▶ [Work required]
Print the records again, character for character.

▶ [Input data]
------------------------------------------------

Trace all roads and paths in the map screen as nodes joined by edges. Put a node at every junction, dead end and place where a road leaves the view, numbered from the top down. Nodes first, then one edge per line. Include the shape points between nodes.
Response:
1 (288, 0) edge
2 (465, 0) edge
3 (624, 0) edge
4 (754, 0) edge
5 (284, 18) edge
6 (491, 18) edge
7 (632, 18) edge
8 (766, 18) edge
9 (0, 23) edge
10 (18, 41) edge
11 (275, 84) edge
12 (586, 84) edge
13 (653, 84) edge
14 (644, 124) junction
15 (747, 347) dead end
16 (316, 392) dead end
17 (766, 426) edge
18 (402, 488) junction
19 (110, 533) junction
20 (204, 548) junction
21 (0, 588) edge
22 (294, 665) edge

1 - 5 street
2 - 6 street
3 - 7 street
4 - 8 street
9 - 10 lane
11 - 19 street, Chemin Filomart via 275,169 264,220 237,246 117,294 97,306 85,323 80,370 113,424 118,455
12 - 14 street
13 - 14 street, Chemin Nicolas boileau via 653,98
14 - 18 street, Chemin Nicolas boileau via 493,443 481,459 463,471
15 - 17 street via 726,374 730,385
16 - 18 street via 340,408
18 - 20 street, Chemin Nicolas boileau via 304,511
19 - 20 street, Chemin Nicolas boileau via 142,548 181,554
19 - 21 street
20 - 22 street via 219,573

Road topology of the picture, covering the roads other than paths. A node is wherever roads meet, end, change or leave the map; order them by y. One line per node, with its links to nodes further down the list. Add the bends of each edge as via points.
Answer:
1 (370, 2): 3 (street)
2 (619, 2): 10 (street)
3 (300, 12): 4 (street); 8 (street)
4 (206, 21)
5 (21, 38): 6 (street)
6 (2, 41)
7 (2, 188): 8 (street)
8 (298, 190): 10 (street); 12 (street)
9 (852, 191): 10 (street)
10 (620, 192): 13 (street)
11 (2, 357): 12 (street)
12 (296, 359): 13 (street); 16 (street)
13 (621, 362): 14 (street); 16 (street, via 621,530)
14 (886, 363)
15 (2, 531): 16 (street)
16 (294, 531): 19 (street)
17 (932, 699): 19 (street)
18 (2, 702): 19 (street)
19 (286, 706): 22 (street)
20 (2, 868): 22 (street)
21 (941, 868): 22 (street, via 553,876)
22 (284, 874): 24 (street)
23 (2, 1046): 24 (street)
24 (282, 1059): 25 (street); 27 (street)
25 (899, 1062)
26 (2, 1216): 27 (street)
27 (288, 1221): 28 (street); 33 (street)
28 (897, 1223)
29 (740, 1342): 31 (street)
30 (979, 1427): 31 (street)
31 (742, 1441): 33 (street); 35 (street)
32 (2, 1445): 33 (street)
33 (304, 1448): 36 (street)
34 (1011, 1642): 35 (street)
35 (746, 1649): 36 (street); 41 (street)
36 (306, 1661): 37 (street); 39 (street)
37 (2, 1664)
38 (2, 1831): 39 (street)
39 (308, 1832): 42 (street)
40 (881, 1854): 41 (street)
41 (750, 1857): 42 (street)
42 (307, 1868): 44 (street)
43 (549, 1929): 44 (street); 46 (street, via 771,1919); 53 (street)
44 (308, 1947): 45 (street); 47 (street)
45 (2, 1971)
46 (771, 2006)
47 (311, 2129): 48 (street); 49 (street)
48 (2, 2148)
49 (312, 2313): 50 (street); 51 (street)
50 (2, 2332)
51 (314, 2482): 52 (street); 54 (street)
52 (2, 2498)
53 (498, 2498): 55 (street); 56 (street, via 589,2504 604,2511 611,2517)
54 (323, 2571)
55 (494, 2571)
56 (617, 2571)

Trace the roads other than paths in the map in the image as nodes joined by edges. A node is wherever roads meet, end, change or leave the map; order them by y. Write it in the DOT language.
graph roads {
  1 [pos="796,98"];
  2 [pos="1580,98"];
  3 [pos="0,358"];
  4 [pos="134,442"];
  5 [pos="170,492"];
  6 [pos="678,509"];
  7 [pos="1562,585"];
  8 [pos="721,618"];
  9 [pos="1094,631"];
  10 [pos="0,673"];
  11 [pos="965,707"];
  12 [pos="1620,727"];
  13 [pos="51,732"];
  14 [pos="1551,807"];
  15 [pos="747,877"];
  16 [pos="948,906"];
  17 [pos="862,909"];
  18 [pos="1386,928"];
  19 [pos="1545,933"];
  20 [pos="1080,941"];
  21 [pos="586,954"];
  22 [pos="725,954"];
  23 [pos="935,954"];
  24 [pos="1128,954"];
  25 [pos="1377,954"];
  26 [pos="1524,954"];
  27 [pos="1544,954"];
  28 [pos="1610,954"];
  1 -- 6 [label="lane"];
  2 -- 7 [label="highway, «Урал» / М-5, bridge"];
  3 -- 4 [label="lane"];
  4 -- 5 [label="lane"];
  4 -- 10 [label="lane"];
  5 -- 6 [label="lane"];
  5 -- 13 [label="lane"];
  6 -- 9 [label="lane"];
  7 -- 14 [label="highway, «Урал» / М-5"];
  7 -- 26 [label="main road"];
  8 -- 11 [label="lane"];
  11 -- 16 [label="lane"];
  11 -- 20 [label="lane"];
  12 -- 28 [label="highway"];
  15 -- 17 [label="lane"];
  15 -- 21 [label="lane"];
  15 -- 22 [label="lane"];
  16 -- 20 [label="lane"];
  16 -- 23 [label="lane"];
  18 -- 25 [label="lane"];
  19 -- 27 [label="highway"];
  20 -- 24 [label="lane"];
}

------------------------------------------------

▶ [Output of the task]
Trace all roads and paths in the map screen as nodes joined by edges. Put a node at every junction, dead end and place where a road leaves the view, numbered from the top down. Nodes first, then one edge per line. Include the shape points between nodes.
Response:
1 (288, 0) edge
2 (465, 0) edge
3 (624, 0) edge
4 (754, 0) edge
5 (284, 18) edge
6 (491, 18) edge
7 (632, 18) edge
8 (766, 18) edge
9 (0, 23) edge
10 (18, 41) edge
11 (275, 84) edge
12 (586, 84) edge
13 (653, 84) edge
14 (644, 124) junction
15 (747, 347) dead end
16 (316, 392) dead end
17 (766, 426) edge
18 (402, 488) junction
19 (110, 533) junction
20 (204, 548) junction
21 (0, 588) edge
22 (294, 665) edge

1 - 5 street
2 - 6 street
3 - 7 street
4 - 8 street
9 - 10 lane
11 - 19 street, Chemin Filomart via 275,169 264,220 237,246 117,294 97,306 85,323 80,370 113,424 118,455
12 - 14 street
13 - 14 street, Chemin Nicolas boileau via 653,98
14 - 18 street, Chemin Nicolas boileau via 493,443 481,459 463,471
15 - 17 street via 726,374 730,385
16 - 18 street via 340,408
18 - 20 street, Chemin Nicolas boileau via 304,511
19 - 20 street, Chemin Nicolas boileau via 142,548 181,554
19 - 21 street
20 - 22 street via 219,573

Road topology of the picture, covering the roads other than paths. A node is wherever roads meet, end, change or leave the map; order them by y. One line per node, with its links to nodes further down the list. Add the bends of each edge as via points.
Answer:
1 (370, 2): 3 (street)
2 (619, 2): 10 (street)
3 (300, 12): 4 (street); 8 (street)
4 (206, 21)
5 (21, 38): 6 (street)
6 (2, 41)
7 (2, 188): 8 (street)
8 (298, 190): 10 (street); 12 (street)
9 (852, 191): 10 (street)
10 (620, 192): 13 (street)
11 (2, 357): 12 (street)
12 (296, 359): 13 (street); 16 (street)
13 (621, 362): 14 (street); 16 (street, via 621,530)
14 (886, 363)
15 (2, 531): 16 (street)
16 (294, 531): 19 (street)
17 (932, 699): 19 (street)
18 (2, 702): 19 (street)
19 (286, 706): 22 (street)
20 (2, 868): 22 (street)
21 (941, 868): 22 (street, via 553,876)
22 (284, 874): 24 (street)
23 (2, 1046): 24 (street)
24 (282, 1059): 25 (street); 27 (street)
25 (899, 1062)
26 (2, 1216): 27 (street)
27 (288, 1221): 28 (street); 33 (street)
28 (897, 1223)
29 (740, 1342): 31 (street)
30 (979, 1427): 31 (street)
31 (742, 1441): 33 (street); 35 (street)
32 (2, 1445): 33 (street)
33 (304, 1448): 36 (street)
34 (1011, 1642): 35 (street)
35 (746, 1649): 36 (street); 41 (street)
36 (306, 1661): 37 (street); 39 (street)
37 (2, 1664)
38 (2, 1831): 39 (street)
39 (308, 1832): 42 (street)
40 (881, 1854): 41 (street)
41 (750, 1857): 42 (street)
42 (307, 1868): 44 (street)
43 (549, 1929): 44 (street); 46 (street, via 771,1919); 53 (street)
44 (308, 1947): 45 (street); 47 (street)
45 (2, 1971)
46 (771, 2006)
47 (311, 2129): 48 (street); 49 (street)
48 (2, 2148)
49 (312, 2313): 50 (street); 51 (street)
50 (2, 2332)
51 (314, 2482): 52 (street); 54 (street)
52 (2, 2498)
53 (498, 2498): 55 (street); 56 (street, via 589,2504 604,2511 611,2517)
54 (323, 2571)
55 (494, 2571)
56 (617, 2571)

Trace the roads other than paths in the map in the image as nodes joined by edges. A node is wherever roads meet, end, change or leave the map; order them by y. Write it in the DOT language.
graph roads {
  1 [pos="796,98"];
  2 [pos="1580,98"];
  3 [pos="0,358"];
  4 [pos="134,442"];
  5 [pos="170,492"];
  6 [pos="678,509"];
  7 [pos="1562,585"];
  8 [pos="721,618"];
  9 [pos="1094,631"];
  10 [pos="0,673"];
  11 [pos="965,707"];
  12 [pos="1620,727"];
  13 [pos="51,732"];
  14 [pos="1551,807"];
  15 [pos="747,877"];
  16 [pos="948,906"];
  17 [pos="862,909"];
  18 [pos="1386,928"];
  19 [pos="1545,933"];
  20 [pos="1080,941"];
  21 [pos="586,954"];
  22 [pos="725,954"];
  23 [pos="935,954"];
  24 [pos="1128,954"];
  25 [pos="1377,954"];
  26 [pos="1524,954"];
  27 [pos="1544,954"];
  28 [pos="1610,954"];
  1 -- 6 [label="lane"];
  2 -- 7 [label="highway, «Урал» / М-5, bridge"];
  3 -- 4 [label="lane"];
  4 -- 5 [label="lane"];
  4 -- 10 [label="lane"];
  5 -- 6 [label="lane"];
  5 -- 13 [label="lane"];
  6 -- 9 [label="lane"];
  7 -- 14 [label="highway, «Урал» / М-5"];
  7 -- 26 [label="main road"];
  8 -- 11 [label="lane"];
  11 -- 16 [label="lane"];
  11 -- 20 [label="lane"];
  12 -- 28 [label="highway"];
  15 -- 17 [label="lane"];
  15 -- 21 [label="lane"];
  15 -- 22 [label="lane"];
  16 -- 20 [label="lane"];
  16 -- 23 [label="lane"];
  18 -- 25 [label="lane"];
  19 -- 27 [label="highway"];
  20 -- 24 [label="lane"];
}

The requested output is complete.